§ PROVIDED DATA
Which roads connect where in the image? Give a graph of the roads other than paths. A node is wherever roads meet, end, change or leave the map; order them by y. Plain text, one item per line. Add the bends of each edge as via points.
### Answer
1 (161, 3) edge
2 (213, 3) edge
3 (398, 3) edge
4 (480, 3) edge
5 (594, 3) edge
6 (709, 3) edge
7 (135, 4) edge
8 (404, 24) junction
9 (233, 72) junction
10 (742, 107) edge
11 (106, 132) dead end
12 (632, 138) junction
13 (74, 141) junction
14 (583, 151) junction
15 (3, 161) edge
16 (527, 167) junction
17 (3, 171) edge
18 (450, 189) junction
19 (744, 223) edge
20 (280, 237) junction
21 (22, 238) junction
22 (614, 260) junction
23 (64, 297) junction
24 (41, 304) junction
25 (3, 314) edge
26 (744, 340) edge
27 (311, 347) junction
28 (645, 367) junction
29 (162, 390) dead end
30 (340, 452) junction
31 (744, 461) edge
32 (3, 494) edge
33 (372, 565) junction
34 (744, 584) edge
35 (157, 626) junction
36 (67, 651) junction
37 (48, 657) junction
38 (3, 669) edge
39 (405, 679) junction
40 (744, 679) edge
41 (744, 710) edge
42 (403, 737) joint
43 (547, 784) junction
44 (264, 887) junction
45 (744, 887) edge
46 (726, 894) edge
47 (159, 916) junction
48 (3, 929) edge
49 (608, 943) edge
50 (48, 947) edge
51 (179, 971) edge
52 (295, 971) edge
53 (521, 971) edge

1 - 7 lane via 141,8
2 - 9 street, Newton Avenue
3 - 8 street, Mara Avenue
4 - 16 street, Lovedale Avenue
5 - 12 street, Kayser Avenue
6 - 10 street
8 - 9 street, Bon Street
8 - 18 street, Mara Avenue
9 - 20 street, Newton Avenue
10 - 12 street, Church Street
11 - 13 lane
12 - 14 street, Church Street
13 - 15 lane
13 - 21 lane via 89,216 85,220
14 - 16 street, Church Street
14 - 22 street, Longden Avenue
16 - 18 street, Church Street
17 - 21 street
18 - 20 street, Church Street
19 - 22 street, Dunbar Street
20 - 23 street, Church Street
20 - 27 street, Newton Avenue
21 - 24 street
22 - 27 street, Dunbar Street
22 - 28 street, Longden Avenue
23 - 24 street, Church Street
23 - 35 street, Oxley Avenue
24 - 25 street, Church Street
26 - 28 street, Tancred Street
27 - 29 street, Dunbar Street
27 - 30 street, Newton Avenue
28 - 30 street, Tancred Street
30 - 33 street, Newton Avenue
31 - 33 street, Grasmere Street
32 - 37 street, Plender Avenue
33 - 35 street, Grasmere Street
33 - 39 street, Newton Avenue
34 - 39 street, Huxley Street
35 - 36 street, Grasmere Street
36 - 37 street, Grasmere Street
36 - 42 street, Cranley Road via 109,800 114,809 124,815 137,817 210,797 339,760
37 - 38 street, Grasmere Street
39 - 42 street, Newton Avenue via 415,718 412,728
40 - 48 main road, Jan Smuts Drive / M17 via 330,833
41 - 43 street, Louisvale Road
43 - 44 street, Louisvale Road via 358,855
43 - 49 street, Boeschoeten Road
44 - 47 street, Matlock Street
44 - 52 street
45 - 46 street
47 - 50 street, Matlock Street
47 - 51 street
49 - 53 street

§ ACTION ITEM
In full and without alteration, output the listing.

§ SOLUTION
Which roads connect where in the image? Give a graph of the roads other than paths. A node is wherever roads meet, end, change or leave the map; order them by y. Plain text, one item per line. Add the bends of each edge as via points.
### Answer
1 (161, 3) edge
2 (213, 3) edge
3 (398, 3) edge
4 (480, 3) edge
5 (594, 3) edge
6 (709, 3) edge
7 (135, 4) edge
8 (404, 24) junction
9 (233, 72) junction
10 (742, 107) edge
11 (106, 132) dead end
12 (632, 138) junction
13 (74, 141) junction
14 (583, 151) junction
15 (3, 161) edge
16 (527, 167) junction
17 (3, 171) edge
18 (450, 189) junction
19 (744, 223) edge
20 (280, 237) junction
21 (22, 238) junction
22 (614, 260) junction
23 (64, 297) junction
24 (41, 304) junction
25 (3, 314) edge
26 (744, 340) edge
27 (311, 347) junction
28 (645, 367) junction
29 (162, 390) dead end
30 (340, 452) junction
31 (744, 461) edge
32 (3, 494) edge
33 (372, 565) junction
34 (744, 584) edge
35 (157, 626) junction
36 (67, 651) junction
37 (48, 657) junction
38 (3, 669) edge
39 (405, 679) junction
40 (744, 679) edge
41 (744, 710) edge
42 (403, 737) joint
43 (547, 784) junction
44 (264, 887) junction
45 (744, 887) edge
46 (726, 894) edge
47 (159, 916) junction
48 (3, 929) edge
49 (608, 943) edge
50 (48, 947) edge
51 (179, 971) edge
52 (295, 971) edge
53 (521, 971) edge

1 - 7 lane via 141,8
2 - 9 street, Newton Avenue
3 - 8 street, Mara Avenue
4 - 16 street, Lovedale Avenue
5 - 12 street, Kayser Avenue
6 - 10 street
8 - 9 street, Bon Street
8 - 18 street, Mara Avenue
9 - 20 street, Newton Avenue
10 - 12 street, Church Street
11 - 13 lane
12 - 14 street, Church Street
13 - 15 lane
13 - 21 lane via 89,216 85,220
14 - 16 street, Church Street
14 - 22 street, Longden Avenue
16 - 18 street, Church Street
17 - 21 street
18 - 20 street, Church Street
19 - 22 street, Dunbar Street
20 - 23 street, Church Street
20 - 27 street, Newton Avenue
21 - 24 street
22 - 27 street, Dunbar Street
22 - 28 street, Longden Avenue
23 - 24 street, Church Street
23 - 35 street, Oxley Avenue
24 - 25 street, Church Street
26 - 28 street, Tancred Street
27 - 29 street, Dunbar Street
27 - 30 street, Newton Avenue
28 - 30 street, Tancred Street
30 - 33 street, Newton Avenue
31 - 33 street, Grasmere Street
32 - 37 street, Plender Avenue
33 - 35 street, Grasmere Street
33 - 39 street, Newton Avenue
34 - 39 street, Huxley Street
35 - 36 street, Grasmere Street
36 - 37 street, Grasmere Street
36 - 42 street, Cranley Road via 109,800 114,809 124,815 137,817 210,797 339,760
37 - 38 street, Grasmere Street
39 - 42 street, Newton Avenue via 415,718 412,728
40 - 48 main road, Jan Smuts Drive / M17 via 330,833
41 - 43 street, Louisvale Road
43 - 44 street, Louisvale Road via 358,855
43 - 49 street, Boeschoeten Road
44 - 47 street, Matlock Street
44 - 52 street
45 - 46 street
47 - 50 street, Matlock Street
47 - 51 street
49 - 53 street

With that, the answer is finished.